WHAT THE TASK ASKS -> Find every line below with the word "graph" in it, and copy each one.

----------------------------------------

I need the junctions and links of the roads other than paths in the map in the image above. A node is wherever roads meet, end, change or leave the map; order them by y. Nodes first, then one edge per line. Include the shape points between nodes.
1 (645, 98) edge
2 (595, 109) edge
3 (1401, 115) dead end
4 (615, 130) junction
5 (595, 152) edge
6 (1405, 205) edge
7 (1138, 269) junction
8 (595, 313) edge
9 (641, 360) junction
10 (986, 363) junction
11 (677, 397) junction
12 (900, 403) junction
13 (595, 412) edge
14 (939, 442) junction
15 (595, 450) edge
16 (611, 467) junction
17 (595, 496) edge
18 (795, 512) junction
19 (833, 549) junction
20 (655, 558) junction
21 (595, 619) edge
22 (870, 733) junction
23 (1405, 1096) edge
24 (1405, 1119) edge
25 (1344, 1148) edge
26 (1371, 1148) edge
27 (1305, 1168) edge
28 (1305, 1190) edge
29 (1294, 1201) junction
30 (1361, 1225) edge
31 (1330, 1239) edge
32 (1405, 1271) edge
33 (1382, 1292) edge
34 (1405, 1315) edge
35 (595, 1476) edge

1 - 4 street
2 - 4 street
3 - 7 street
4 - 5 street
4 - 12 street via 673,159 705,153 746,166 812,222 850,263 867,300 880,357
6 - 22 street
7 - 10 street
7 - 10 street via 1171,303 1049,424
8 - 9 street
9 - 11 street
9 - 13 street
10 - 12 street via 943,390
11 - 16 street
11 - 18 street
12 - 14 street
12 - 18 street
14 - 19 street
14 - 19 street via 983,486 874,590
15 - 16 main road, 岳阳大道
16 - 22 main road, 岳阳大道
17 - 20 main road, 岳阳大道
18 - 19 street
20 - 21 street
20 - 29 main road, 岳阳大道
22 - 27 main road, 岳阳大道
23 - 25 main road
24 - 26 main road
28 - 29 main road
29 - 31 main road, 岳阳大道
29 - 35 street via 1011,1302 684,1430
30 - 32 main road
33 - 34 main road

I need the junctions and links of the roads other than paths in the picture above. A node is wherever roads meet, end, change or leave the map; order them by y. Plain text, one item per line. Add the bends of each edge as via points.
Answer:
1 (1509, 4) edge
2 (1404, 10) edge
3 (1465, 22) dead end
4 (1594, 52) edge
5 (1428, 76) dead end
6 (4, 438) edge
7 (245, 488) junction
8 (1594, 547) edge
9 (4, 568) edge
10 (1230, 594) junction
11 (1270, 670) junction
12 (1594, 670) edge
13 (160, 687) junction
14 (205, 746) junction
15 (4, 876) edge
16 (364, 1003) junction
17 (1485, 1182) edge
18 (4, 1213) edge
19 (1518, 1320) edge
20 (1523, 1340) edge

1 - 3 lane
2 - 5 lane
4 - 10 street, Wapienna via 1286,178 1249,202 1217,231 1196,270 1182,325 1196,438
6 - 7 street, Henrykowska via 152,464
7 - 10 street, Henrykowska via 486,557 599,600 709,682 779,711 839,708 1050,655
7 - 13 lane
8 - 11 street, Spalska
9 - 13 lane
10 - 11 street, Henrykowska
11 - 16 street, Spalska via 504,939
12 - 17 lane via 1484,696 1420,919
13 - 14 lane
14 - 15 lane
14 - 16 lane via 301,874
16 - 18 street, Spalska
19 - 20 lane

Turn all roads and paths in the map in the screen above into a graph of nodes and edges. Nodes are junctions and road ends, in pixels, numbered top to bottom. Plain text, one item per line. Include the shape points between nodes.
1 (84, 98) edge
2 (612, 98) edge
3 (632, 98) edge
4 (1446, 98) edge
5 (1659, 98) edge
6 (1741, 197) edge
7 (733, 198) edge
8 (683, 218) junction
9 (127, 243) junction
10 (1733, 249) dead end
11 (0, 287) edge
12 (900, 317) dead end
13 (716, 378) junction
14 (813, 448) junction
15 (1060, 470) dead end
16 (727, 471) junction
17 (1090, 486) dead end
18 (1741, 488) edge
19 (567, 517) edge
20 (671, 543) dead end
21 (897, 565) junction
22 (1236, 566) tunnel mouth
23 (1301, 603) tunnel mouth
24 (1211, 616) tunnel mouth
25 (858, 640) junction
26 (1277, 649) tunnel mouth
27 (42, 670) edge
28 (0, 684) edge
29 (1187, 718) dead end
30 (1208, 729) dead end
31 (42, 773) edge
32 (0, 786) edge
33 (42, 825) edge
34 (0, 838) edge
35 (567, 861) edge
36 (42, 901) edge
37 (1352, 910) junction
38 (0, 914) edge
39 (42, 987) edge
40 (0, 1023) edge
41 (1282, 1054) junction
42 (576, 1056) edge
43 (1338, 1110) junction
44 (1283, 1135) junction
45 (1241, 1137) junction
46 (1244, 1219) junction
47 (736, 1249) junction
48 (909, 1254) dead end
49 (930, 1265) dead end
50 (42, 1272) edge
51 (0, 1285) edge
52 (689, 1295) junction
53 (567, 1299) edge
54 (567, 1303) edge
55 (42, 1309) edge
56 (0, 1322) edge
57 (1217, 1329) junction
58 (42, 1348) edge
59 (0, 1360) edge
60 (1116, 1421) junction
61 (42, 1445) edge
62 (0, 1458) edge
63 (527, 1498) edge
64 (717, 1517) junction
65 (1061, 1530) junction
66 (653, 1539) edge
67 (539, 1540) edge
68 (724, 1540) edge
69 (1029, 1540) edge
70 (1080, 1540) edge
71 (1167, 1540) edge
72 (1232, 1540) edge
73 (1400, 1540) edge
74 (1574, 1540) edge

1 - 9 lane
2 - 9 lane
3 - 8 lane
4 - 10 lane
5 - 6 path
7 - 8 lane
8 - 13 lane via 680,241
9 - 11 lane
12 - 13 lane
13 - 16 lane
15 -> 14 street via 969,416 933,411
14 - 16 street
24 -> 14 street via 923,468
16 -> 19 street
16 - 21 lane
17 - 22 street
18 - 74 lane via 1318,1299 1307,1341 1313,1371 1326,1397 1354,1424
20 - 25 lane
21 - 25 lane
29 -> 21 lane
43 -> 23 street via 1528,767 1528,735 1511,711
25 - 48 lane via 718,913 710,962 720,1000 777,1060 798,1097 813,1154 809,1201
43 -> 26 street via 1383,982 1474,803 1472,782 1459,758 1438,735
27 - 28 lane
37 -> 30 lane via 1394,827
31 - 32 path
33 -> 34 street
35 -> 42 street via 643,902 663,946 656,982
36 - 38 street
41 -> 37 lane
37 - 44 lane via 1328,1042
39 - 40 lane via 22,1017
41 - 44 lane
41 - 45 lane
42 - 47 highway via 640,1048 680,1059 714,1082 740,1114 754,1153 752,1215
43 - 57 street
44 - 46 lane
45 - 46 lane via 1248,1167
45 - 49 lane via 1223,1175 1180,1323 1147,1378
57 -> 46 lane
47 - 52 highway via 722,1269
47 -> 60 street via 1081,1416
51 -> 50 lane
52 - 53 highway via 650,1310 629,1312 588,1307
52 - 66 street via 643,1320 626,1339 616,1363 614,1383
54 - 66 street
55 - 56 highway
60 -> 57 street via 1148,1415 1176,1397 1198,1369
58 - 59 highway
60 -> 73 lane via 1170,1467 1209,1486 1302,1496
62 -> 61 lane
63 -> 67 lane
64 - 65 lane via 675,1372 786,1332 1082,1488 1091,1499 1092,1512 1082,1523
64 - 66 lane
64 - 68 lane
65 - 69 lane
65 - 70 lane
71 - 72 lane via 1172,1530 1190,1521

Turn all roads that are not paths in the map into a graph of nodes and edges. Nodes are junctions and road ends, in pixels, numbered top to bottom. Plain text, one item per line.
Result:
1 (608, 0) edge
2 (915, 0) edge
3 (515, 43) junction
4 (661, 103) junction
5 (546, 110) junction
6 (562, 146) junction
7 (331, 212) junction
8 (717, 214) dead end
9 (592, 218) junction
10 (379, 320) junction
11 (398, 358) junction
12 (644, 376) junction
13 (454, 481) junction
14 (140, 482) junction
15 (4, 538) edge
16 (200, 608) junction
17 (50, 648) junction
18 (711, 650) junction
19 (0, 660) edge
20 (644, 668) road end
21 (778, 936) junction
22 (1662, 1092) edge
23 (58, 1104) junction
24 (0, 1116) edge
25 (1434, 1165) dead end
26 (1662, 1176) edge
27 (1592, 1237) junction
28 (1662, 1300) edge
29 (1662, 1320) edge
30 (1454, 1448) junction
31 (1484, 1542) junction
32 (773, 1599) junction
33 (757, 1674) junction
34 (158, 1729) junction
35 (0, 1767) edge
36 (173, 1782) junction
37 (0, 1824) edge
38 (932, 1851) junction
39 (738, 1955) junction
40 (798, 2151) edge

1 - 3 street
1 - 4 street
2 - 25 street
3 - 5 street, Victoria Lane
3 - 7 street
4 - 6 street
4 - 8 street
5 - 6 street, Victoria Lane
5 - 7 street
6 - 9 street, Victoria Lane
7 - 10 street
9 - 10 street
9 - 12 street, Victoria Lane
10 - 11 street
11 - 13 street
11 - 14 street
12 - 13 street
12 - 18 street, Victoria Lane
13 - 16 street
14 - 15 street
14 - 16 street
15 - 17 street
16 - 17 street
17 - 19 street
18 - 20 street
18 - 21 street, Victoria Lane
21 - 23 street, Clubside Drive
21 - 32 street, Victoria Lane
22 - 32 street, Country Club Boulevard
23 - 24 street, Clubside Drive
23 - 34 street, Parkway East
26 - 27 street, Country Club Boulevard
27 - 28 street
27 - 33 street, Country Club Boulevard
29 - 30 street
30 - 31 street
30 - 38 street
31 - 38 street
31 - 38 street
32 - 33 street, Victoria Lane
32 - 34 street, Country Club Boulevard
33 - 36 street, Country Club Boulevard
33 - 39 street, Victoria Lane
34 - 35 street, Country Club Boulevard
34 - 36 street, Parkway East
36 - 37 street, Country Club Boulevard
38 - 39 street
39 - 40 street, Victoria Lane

----------------------------------------

RESULT FOR THIS TASK ->
Turn all roads and paths in the map in the screen above into a graph of nodes and edges. Nodes are junctions and road ends, in pixels, numbered top to bottom. Plain text, one item per line. Include the shape points between nodes.
Turn all roads that are not paths in the map into a graph of nodes and edges. Nodes are junctions and road ends, in pixels, numbered top to bottom. Plain text, one item per line.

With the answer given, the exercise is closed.